The National Indigenous Australians Agency (NIAA) said that Closing the Gap is a shared responsibility of all tiers of government and First Nations peak representative bodies.
The NIAA said since the Closing the Gap target came in 2020 the agency has invested about $160 million in a range of early childhood development and enabling activities.
“At this moment in time, the biggest investments into early education and care in Australia are not in the Aboriginal community-controlled sector, they’re actually in the mainstream,” Ms Liddle said.
“That is a failure by governments to invest in the right set of criteria into the right type of service delivery, and to move at the speed that it needs to move at.”
Earlier this year, a review by the Productivity Commission of the Closing the Gap Agreement found governments at all levels “do not face timely or appropriate consequences for failure to meet the commitments they made”.
Shadow Minister for Early Education Angie Bell told the ABC blame could not be squarely placed on the former Morrison government, as the gap widened during a “once in a century pandemic” and that “Closing the Gap is a joint initiative”.
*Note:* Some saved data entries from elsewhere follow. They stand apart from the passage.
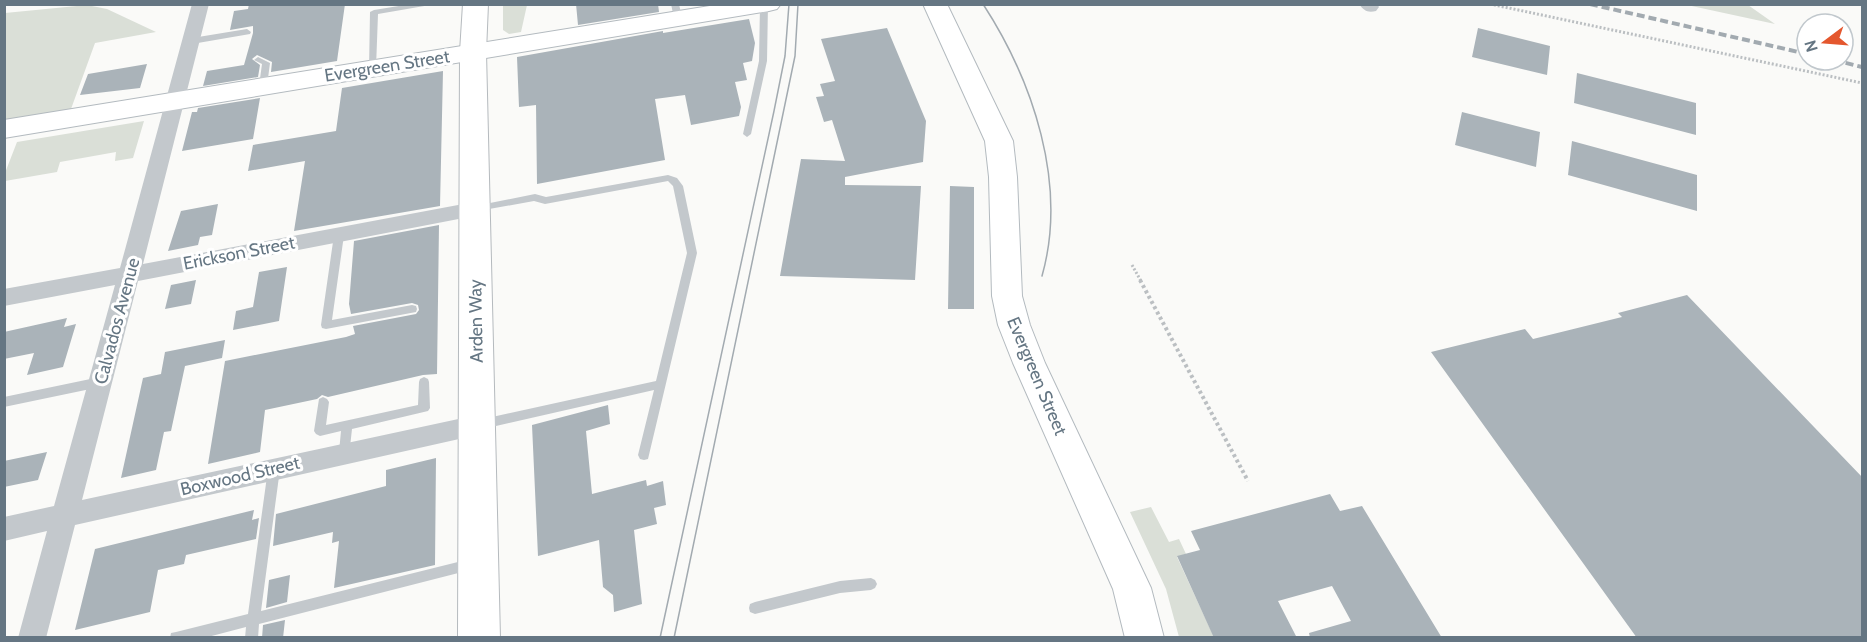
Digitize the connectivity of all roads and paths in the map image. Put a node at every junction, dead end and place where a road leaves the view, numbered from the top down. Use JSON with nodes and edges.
{"nodes":[{"id":1,"x":201,"y":4,"type":"edge"},
{"id":2,"x":432,"y":4,"type":"edge"},
{"id":3,"x":476,"y":4,"type":"edge"},
{"id":4,"x":935,"y":4,"type":"edge"},
{"id":5,"x":1490,"y":4,"type":"edge"},
{"id":6,"x":766,"y":5,"type":"edge"},
{"id":7,"x":676,"y":11,"type":"edge"},
{"id":8,"x":247,"y":32,"type":"dead end"},
{"id":9,"x":192,"y":41,"type":"junction"},
{"id":10,"x":473,"y":52,"type":"junction"},
{"id":11,"x":258,"y":60,"type":"dead end"},
{"id":12,"x":372,"y":68,"type":"junction"},
{"id":13,"x":1863,"y":83,"type":"edge"},
{"id":14,"x":263,"y":86,"type":"junction"},
{"id":15,"x":176,"y":100,"type":"junction"},
{"id":16,"x":4,"y":129,"type":"edge"},
{"id":17,"x":747,"y":134,"type":"dead end"},
{"id":18,"x":474,"y":209,"type":"junction"},
{"id":19,"x":339,"y":235,"type":"junction"},
{"id":20,"x":1132,"y":266,"type":"dead end"},
{"id":21,"x":129,"y":274,"type":"junction"},
{"id":22,"x":4,"y":298,"type":"edge"},
{"id":23,"x":412,"y":309,"type":"dead end"},
{"id":24,"x":100,"y":382,"type":"junction"},
{"id":25,"x":424,"y":382,"type":"dead end"},
{"id":26,"x":661,"y":384,"type":"junction"},
{"id":27,"x":4,"y":402,"type":"edge"},
{"id":28,"x":323,"y":402,"type":"dead end"},
{"id":29,"x":347,"y":425,"type":"junction"},
{"id":30,"x":477,"y":425,"type":"junction"},
{"id":31,"x":345,"y":452,"type":"junction"},
{"id":32,"x":644,"y":455,"type":"dead end"},
{"id":33,"x":274,"y":469,"type":"junction"},
{"id":34,"x":1248,"y":481,"type":"dead end"},
{"id":35,"x":65,"y":516,"type":"junction"},
{"id":36,"x":4,"y":529,"type":"edge"},
{"id":37,"x":478,"y":563,"type":"junction"},
{"id":38,"x":872,"y":584,"type":"dead end"},
{"id":39,"x":755,"y":608,"type":"dead end"},
{"id":40,"x":254,"y":618,"type":"junction"},
{"id":41,"x":32,"y":638,"type":"edge"},
{"id":42,"x":176,"y":638,"type":"edge"},
{"id":43,"x":251,"y":638,"type":"edge"},
{"id":44,"x":478,"y":638,"type":"edge"},
{"id":45,"x":1145,"y":638,"type":"edge"}],
"edges":[{"from":1,"to":9,"type":"street","name":"Calvados Avenue"},
{"from":2,"to":12,"type":"lane"},
{"from":3,"to":10,"type":"main road","name":"Arden Way"},
{"from":4,"to":45,"type":"street","name":"Evergreen Street"},
{"from":5,"to":13,"type":"path"},
{"from":6,"to":7,"type":"street","name":"Evergreen Street"},
{"from":6,"to":17,"type":"lane"},
{"from":7,"to":10,"type":"street","name":"Evergreen Street"},
{"from":8,"to":9,"type":"lane"},
{"from":9,"to":15,"type":"street","name":"Calvados Avenue"},
{"from":10,"to":12,"type":"street","name":"Evergreen Street"},
{"from":10,"to":18,"type":"main road","name":"Arden Way"},
{"from":11,"to":14,"type":"lane"},
{"from":12,"to":14,"type":"street","name":"Evergreen Street"},
{"from":14,"to":15,"type":"street","name":"Evergreen Street"},
{"from":15,"to":16,"type":"street","name":"Evergreen Street"},
{"from":15,"to":21,"type":"street","name":"Calvados Avenue"},
{"from":18,"to":19,"type":"street","name":"Erickson Street"},
{"from":18,"to":26,"type":"lane"},
{"from":18,"to":30,"type":"main road","name":"Arden Way"},
{"from":19,"to":21,"type":"street","name":"Erickson Street"},
{"from":19,"to":23,"type":"lane"},
{"from":20,"to":34,"type":"path"},
{"from":21,"to":22,"type":"street","name":"Erickson Street"},
{"from":21,"to":24,"type":"street","name":"Calvados Avenue"},
{"from":24,"to":27,"type":"lane"},
{"from":24,"to":35,"type":"street","name":"Calvados Avenue"},
{"from":25,"to":29,"type":"lane"},
{"from":26,"to":30,"type":"lane"},
{"from":26,"to":32,"type":"lane"},
{"from":28,"to":29,"type":"lane"},
{"from":29,"to":31,"type":"lane"},
{"from":30,"to":31,"type":"street","name":"Boxwood Street"},
{"from":30,"to":37,"type":"main road","name":"Arden Way"},
{"from":31,"to":33,"type":"street","name":"Boxwood Street"},
{"from":33,"to":35,"type":"street","name":"Boxwood Street"},
{"from":33,"to":40,"type":"lane"},
{"from":35,"to":36,"type":"street","name":"Boxwood Street"},
{"from":35,"to":41,"type":"street","name":"Calvados Avenue"},
{"from":37,"to":40,"type":"lane"},
{"from":37,"to":44,"type":"main road","name":"Arden Way"},
{"from":38,"to":39,"type":"lane"},
{"from":40,"to":42,"type":"lane"},
{"from":40,"to":43,"type":"lane"}]}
Minister for Early Education Anne Aly admitted “more needs to be done” and that “most progress” is being seen “where governments are working in partnership with First Nations organisations and communities”.
How do we know if kids are developmentally ready?
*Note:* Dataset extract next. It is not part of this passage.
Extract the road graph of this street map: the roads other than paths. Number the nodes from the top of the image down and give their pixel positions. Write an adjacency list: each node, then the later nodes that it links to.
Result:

Every three years, right across Australia, all children in their first year of school are assessed on whether they are developmentally ready using something called the Australian Early Development Census (AEDC).
It assesses things like whether a child can count from one to 20, turn the pages of a book, or listen to a teacher. It’s this data that is used to assess whether we’re on track to close the gap in early childhood development.
Over the past decade standards have been improving, but in the last survey in 2021, during the COVID pandemic, levels dropped across the board.
Ms Liddle said it’s important to note the survey is not always “fit for purpose” for Aboriginal communities.
“It misses those unique strengths that Aboriginal children have,” she said.
Ngunnawal woman and Jervis Bay School principal Lana Read explained that when they’re conducting their survey, they involve an Aboriginal education officer from the local community.
Despite work from the AEDC developers to flag cultural bias and make the test “universal”, some academics and educators say the test can still be subjective.
“It’s an individual or a small group of people who are answering the questions about the children, so I guess there is always room for interpretation or perhaps hidden biases to come through,” Ms Read said.
Ms Read said she is proud of her school’s achievements.
“There’s no children who we have seen come out as being developmentally vulnerable, or at risk in two or more areas,” she said.
“And for a community like ours that makes my heart sing.”
But there’s more work to be done to ensure all kids have the same chances of success.
“I think we’ve got a long way to go before every child in Australia walks in at the same level when they come into their early years of learning,” she said.